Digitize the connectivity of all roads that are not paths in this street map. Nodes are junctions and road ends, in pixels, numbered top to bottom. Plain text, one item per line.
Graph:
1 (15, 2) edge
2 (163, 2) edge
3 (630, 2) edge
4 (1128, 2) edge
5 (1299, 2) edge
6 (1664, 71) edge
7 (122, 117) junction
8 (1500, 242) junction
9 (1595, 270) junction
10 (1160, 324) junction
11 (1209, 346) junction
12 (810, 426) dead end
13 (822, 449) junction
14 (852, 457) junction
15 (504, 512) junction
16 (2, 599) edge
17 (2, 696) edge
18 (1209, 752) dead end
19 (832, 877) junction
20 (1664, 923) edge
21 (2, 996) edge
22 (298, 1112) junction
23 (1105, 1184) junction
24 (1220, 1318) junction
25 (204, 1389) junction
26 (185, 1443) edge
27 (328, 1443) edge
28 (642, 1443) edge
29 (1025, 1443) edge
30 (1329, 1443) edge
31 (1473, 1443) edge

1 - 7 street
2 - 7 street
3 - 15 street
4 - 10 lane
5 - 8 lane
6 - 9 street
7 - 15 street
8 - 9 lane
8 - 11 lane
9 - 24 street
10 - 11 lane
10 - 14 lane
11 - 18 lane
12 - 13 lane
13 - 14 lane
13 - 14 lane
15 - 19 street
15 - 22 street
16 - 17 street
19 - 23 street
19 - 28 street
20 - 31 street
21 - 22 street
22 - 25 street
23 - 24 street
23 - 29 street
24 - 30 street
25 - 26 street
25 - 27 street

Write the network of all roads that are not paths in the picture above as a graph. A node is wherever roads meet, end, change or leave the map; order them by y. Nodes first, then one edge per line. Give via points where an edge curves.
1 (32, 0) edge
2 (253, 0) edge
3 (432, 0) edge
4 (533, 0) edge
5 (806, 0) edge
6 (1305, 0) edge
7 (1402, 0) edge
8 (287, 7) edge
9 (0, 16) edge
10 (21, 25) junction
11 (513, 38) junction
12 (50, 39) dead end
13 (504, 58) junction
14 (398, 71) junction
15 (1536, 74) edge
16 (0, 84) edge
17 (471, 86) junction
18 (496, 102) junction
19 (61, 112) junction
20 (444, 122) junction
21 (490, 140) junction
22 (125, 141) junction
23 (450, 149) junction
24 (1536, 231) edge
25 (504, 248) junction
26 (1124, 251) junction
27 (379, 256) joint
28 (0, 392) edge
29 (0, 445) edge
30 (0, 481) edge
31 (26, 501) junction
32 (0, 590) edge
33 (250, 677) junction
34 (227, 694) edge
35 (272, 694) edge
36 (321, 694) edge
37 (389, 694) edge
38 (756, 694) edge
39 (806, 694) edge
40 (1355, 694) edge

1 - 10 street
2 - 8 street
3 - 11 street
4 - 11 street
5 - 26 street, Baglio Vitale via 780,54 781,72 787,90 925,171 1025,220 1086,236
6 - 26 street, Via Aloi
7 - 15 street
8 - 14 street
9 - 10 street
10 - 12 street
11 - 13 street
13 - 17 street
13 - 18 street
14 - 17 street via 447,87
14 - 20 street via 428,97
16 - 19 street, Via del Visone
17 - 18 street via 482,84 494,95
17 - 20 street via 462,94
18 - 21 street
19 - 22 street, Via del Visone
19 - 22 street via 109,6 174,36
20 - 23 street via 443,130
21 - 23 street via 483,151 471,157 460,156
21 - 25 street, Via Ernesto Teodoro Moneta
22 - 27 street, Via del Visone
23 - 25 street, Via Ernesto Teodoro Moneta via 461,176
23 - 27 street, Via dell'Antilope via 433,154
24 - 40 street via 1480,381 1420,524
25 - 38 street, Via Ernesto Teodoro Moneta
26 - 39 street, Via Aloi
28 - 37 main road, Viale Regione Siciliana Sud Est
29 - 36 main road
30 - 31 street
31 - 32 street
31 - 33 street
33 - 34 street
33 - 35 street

*-*-*

• WHAT YOU ARE ASKED TO DO
Once you have read the records above, please copy them out exactly.

• SOLUTION FOR THIS EXERCISE
Digitize the connectivity of all roads that are not paths in this street map. Nodes are junctions and road ends, in pixels, numbered top to bottom. Plain text, one item per line.
Graph:
1 (15, 2) edge
2 (163, 2) edge
3 (630, 2) edge
4 (1128, 2) edge
5 (1299, 2) edge
6 (1664, 71) edge
7 (122, 117) junction
8 (1500, 242) junction
9 (1595, 270) junction
10 (1160, 324) junction
11 (1209, 346) junction
12 (810, 426) dead end
13 (822, 449) junction
14 (852, 457) junction
15 (504, 512) junction
16 (2, 599) edge
17 (2, 696) edge
18 (1209, 752) dead end
19 (832, 877) junction
20 (1664, 923) edge
21 (2, 996) edge
22 (298, 1112) junction
23 (1105, 1184) junction
24 (1220, 1318) junction
25 (204, 1389) junction
26 (185, 1443) edge
27 (328, 1443) edge
28 (642, 1443) edge
29 (1025, 1443) edge
30 (1329, 1443) edge
31 (1473, 1443) edge

1 - 7 street
2 - 7 street
3 - 15 street
4 - 10 lane
5 - 8 lane
6 - 9 street
7 - 15 street
8 - 9 lane
8 - 11 lane
9 - 24 street
10 - 11 lane
10 - 14 lane
11 - 18 lane
12 - 13 lane
13 - 14 lane
13 - 14 lane
15 - 19 street
15 - 22 street
16 - 17 street
19 - 23 street
19 - 28 street
20 - 31 street
21 - 22 street
22 - 25 street
23 - 24 street
23 - 29 street
24 - 30 street
25 - 26 street
25 - 27 street

Write the network of all roads that are not paths in the picture above as a graph. A node is wherever roads meet, end, change or leave the map; order them by y. Nodes first, then one edge per line. Give via points where an edge curves.
1 (32, 0) edge
2 (253, 0) edge
3 (432, 0) edge
4 (533, 0) edge
5 (806, 0) edge
6 (1305, 0) edge
7 (1402, 0) edge
8 (287, 7) edge
9 (0, 16) edge
10 (21, 25) junction
11 (513, 38) junction
12 (50, 39) dead end
13 (504, 58) junction
14 (398, 71) junction
15 (1536, 74) edge
16 (0, 84) edge
17 (471, 86) junction
18 (496, 102) junction
19 (61, 112) junction
20 (444, 122) junction
21 (490, 140) junction
22 (125, 141) junction
23 (450, 149) junction
24 (1536, 231) edge
25 (504, 248) junction
26 (1124, 251) junction
27 (379, 256) joint
28 (0, 392) edge
29 (0, 445) edge
30 (0, 481) edge
31 (26, 501) junction
32 (0, 590) edge
33 (250, 677) junction
34 (227, 694) edge
35 (272, 694) edge
36 (321, 694) edge
37 (389, 694) edge
38 (756, 694) edge
39 (806, 694) edge
40 (1355, 694) edge

1 - 10 street
2 - 8 street
3 - 11 street
4 - 11 street
5 - 26 street, Baglio Vitale via 780,54 781,72 787,90 925,171 1025,220 1086,236
6 - 26 street, Via Aloi
7 - 15 street
8 - 14 street
9 - 10 street
10 - 12 street
11 - 13 street
13 - 17 street
13 - 18 street
14 - 17 street via 447,87
14 - 20 street via 428,97
16 - 19 street, Via del Visone
17 - 18 street via 482,84 494,95
17 - 20 street via 462,94
18 - 21 street
19 - 22 street, Via del Visone
19 - 22 street via 109,6 174,36
20 - 23 street via 443,130
21 - 23 street via 483,151 471,157 460,156
21 - 25 street, Via Ernesto Teodoro Moneta
22 - 27 street, Via del Visone
23 - 25 street, Via Ernesto Teodoro Moneta via 461,176
23 - 27 street, Via dell'Antilope via 433,154
24 - 40 street via 1480,381 1420,524
25 - 38 street, Via Ernesto Teodoro Moneta
26 - 39 street, Via Aloi
28 - 37 main road, Viale Regione Siciliana Sud Est
29 - 36 main road
30 - 31 street
31 - 32 street
31 - 33 street
33 - 34 street
33 - 35 street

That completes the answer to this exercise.